I’m sure you see where that was going. Eric Sacks. Oroku Saki. Clever. See, poor Eric grew up in Japan. He was ostracized and bullied as a foreigner (which I guess is technically racism, but just doesn’t seem quite correct). His life was miserable, until he was taken in by a nameless hardass ninja master who taught him the ways of becoming a rich industrialist. I mean, I assume that’s what the ninja master taught him, since all Sacks does in his one action scene is shoot a gun.
The original plan (as much as the filmmakers try to deny it) was to have Eric Sacks be The Shredder, making it the first time the character wouldn’t be portrayed as Japanese. Imagine a movie about ninjas, with Japanese imagery everywhere, and not a single Japanese character. The mind just boggles.
And it turns out that this, finally, may have been too much even for TMNT‘s incompetent, oblivious creative team. In the final movie, The Shredder is actually a separate character, presumably Sacks’ nameless master, who is onscreen long enough to spout a few lines in Japanese about restoring the Foot Clan to their former glory (never mind that the Foot Clan are just a group of hired mercenaries who have already taken over the city), then spends the rest of the movie silently beating on the Turtles as a giant samurai robot thing.
So, yeah, nice save, guys. Totally nailed it.
Teenage Mutant Ninja Turtles is terrible for a lot of reasons. Even without the blatant sexism and racism, it still would have been extremely bad. Enumerating all the ways this film went wrong would make for a post that’s twice as long. This film comes from a place where it’s absolutely OK to have a female character relegated to just being a pretty thing with a destiny and cultural signifiers can be completely severed from the culture that created them, because they’re, you know, cool.
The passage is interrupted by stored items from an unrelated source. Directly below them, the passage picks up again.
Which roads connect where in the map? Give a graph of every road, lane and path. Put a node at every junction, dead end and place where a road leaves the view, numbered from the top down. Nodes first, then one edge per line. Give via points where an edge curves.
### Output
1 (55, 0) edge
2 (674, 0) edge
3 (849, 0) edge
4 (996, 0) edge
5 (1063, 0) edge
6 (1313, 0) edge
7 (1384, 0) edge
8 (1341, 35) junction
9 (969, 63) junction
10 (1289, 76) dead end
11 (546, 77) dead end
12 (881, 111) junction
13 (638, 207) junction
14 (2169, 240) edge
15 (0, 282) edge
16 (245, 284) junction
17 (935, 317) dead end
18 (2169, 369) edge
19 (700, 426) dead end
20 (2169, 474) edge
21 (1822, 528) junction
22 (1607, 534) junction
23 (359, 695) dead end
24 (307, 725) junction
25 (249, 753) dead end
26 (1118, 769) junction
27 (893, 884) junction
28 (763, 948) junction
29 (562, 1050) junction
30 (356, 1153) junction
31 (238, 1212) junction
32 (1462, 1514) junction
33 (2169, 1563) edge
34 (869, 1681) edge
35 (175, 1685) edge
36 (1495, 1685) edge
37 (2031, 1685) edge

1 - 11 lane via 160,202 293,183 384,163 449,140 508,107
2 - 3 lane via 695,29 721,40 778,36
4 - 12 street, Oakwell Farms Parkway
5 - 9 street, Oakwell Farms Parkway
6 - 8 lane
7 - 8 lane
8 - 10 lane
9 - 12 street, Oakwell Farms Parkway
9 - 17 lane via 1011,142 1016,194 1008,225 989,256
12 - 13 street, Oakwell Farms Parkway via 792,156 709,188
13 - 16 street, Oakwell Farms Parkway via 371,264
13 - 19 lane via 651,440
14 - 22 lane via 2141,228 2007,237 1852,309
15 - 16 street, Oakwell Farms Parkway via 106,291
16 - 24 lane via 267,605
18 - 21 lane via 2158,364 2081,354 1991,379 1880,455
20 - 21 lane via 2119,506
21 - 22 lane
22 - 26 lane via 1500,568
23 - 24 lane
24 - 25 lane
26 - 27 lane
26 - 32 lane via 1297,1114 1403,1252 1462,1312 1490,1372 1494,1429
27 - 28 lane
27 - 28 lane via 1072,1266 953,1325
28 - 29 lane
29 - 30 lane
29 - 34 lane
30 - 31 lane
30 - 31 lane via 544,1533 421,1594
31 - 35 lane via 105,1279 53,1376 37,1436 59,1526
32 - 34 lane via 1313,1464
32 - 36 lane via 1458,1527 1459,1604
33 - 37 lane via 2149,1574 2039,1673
A place where bad decision-making is shorthand for “Strong Female Character” and cultural appropriation can be fixed with a halfhearted last-minute rewrite. A place where none of this is a problem.
A place of privilege, in other words.
There are those who are going to say that I’m taking this too seriously, that Teenage Mutant Ninja Turtles is a kid flick. If it is a kids’ movie (and there is a boner joke that begs to differ), then it’s a kids’ movie for future cat-calling casual racists.
And they’ve just confirmed a sequel.